To return to Concerta®, on July 19, 2012, 8 years and 4 months after Janssen filed their Citizens Petition, FDA responded to this petition, and to one by UCB concerning Metadate CD®, together and granted in part and denied in part the Petitions. The response is lengthy and detailed, but in essence it agrees that partial AUCs should be required for demonstrating “bioequivalence and true therapeutic equivalence” for MR methylphenidate products “such as Concerta and Metadate CD”. It goes on, however, to deny that other measures such as AUCpR should be used in the early part of the time concentration curve because this is related to therapeutic effect and/or tolerance. The response, signed by Janet Woodcock, states that following extensive simulations, FDA believes that partial AUCs of 3 hours or 4 hours under fed conditions are sensitive to drug release rate differences and that later partial AUCs, such as 6 hours are no more or even less sensitive to such differences. Several ANDAs had been filed in 2005. There are several Para IV patent infringement suits filed against several generic sponsors.

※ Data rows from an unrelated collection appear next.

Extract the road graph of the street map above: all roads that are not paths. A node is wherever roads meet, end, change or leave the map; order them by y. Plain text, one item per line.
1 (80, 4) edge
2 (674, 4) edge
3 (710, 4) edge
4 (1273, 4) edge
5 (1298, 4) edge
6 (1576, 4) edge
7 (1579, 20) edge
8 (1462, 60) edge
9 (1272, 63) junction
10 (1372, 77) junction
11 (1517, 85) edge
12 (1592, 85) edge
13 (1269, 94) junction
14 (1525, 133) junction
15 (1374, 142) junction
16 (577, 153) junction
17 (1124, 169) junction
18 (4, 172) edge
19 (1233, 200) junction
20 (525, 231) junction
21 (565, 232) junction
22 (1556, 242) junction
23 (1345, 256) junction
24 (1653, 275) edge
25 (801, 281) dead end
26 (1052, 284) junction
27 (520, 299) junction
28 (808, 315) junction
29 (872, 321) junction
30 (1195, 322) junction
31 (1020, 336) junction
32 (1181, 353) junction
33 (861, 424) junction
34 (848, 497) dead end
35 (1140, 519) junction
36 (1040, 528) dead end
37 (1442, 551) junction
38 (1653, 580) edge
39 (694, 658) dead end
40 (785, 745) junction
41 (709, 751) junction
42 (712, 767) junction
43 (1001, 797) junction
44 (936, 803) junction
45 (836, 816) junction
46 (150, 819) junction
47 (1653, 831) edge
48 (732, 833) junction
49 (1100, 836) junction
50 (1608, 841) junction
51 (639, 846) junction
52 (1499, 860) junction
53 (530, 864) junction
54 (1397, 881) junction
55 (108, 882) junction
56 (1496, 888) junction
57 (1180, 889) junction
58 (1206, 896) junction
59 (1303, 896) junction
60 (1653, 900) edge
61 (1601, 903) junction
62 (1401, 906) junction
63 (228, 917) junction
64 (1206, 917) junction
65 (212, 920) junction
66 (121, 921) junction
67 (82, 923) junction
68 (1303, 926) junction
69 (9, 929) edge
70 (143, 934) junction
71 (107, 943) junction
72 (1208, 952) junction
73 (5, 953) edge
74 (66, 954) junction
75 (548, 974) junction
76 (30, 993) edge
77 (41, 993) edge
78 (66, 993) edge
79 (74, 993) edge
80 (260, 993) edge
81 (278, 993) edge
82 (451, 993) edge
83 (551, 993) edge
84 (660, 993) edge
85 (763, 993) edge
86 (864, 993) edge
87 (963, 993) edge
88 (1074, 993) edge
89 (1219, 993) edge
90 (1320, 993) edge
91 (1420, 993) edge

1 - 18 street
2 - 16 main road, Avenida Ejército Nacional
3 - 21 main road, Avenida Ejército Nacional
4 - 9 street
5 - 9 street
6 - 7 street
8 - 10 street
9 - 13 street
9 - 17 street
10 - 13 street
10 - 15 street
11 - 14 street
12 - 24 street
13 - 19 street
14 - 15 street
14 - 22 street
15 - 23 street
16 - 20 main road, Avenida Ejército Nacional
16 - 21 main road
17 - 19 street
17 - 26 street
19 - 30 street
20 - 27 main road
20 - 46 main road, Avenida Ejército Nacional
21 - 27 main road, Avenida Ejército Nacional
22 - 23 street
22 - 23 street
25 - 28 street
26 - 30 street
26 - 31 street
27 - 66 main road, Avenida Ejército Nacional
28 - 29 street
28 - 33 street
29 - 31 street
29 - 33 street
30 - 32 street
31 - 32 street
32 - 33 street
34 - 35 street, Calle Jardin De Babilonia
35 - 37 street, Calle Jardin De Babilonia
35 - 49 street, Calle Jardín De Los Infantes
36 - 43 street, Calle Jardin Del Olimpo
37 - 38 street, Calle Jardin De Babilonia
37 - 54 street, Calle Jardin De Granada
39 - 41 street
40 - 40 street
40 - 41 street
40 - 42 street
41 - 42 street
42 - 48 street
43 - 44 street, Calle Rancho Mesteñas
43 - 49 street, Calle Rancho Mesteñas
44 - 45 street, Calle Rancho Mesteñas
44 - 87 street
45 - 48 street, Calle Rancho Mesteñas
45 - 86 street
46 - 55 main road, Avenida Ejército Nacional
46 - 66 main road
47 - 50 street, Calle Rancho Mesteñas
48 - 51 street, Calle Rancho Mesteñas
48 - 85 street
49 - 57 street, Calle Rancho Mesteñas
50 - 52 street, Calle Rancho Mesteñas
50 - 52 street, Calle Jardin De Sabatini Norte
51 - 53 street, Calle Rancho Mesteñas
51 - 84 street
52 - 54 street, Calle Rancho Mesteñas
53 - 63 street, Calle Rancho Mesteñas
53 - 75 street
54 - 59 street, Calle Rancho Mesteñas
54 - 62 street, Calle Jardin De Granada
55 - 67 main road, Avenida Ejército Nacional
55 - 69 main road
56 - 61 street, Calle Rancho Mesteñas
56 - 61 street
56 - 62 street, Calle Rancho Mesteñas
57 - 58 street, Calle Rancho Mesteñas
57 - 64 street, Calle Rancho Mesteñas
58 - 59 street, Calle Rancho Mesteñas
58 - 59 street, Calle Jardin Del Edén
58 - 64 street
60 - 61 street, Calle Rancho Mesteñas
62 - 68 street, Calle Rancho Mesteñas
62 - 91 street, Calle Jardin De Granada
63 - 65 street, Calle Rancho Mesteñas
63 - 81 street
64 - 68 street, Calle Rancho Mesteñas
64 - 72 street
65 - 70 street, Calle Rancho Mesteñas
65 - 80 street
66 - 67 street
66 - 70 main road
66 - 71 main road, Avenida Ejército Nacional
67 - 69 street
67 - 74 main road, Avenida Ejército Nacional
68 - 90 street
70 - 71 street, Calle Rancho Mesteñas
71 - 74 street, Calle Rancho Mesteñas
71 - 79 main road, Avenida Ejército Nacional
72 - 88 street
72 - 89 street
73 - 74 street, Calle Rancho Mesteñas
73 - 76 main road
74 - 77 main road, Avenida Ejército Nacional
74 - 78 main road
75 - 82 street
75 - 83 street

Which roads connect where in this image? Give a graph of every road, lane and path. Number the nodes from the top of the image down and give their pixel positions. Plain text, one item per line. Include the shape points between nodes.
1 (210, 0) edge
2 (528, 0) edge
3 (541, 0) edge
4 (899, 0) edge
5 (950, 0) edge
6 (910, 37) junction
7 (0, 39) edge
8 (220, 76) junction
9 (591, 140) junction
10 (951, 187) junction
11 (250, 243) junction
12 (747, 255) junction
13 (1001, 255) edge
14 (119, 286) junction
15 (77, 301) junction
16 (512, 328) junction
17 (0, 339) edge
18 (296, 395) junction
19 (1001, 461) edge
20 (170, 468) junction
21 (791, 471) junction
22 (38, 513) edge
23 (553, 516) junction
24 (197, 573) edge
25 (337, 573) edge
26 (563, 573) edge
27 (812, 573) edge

There are also two approved generic equivalents approved, Mallinckrodt approved December 28, 2012 and Kudco (Ireland) approved July 9, 2013. How Mallinckrodt became “First-to-file” is a bit of a mystery, the ANDA was filed on December 30, 2010, however first approved they were. So about 6 months after the Citizens Petition response, generic Concerta® approval was granted. So at the end of 2012 it seemed that the chapter on what constitutes generic bioequivalence for extended-release methylphenidate products was closed.
However, on November 5, 2014, over two years after the original draft bioequivalence guidance for Concerta®, FDA announced the release of revised bioequivalence guidance for Concerta®. This new draft guidance is very significantly different from FDA's previously established position on extended-release methylphenidate products. The previous guidance called for single dose fasting and fed studies, conventional two-way studies and confidence intervals as follows.
Fasting CIs to be met
Fed CIs to be met
AUC0-3
AUC0-4
AUC3-t
AUC4-t
AUC0-∞
AUC0-∞
Cmax
Cmax
The new draft guidance calls for the following.
1. Both fasting and fed single dose studies to be conducted as full replicate studies.
2. Meet the following confidence intervals.
Fasting CIs to be met
Fed CIs to be met
AUC0-3
AUC0-4
AUC3-7
AUC4-8
AUC7-12
AUC8-12
AUC0-∞
AUC0-∞
Cmax
Cmax
3.“To ensure the switchability between Concerta® and generic products, a subject-by-formulation test for each PK metric is recommended in addition to the establishment of average bioequivalence based on PK metrics identified in the previous section”
The draft guidance goes on to explain how to calculate the subject-by-formulation values and what limits to apply.
So you are now required to do fully replicated single dose studies, which will approximately double the cost, and to pass ten average bioequivalence metrics and ten subject-by-formulation metrics for a grand total of 20 ways to fail this demonstration of “switchable bioequivalence”.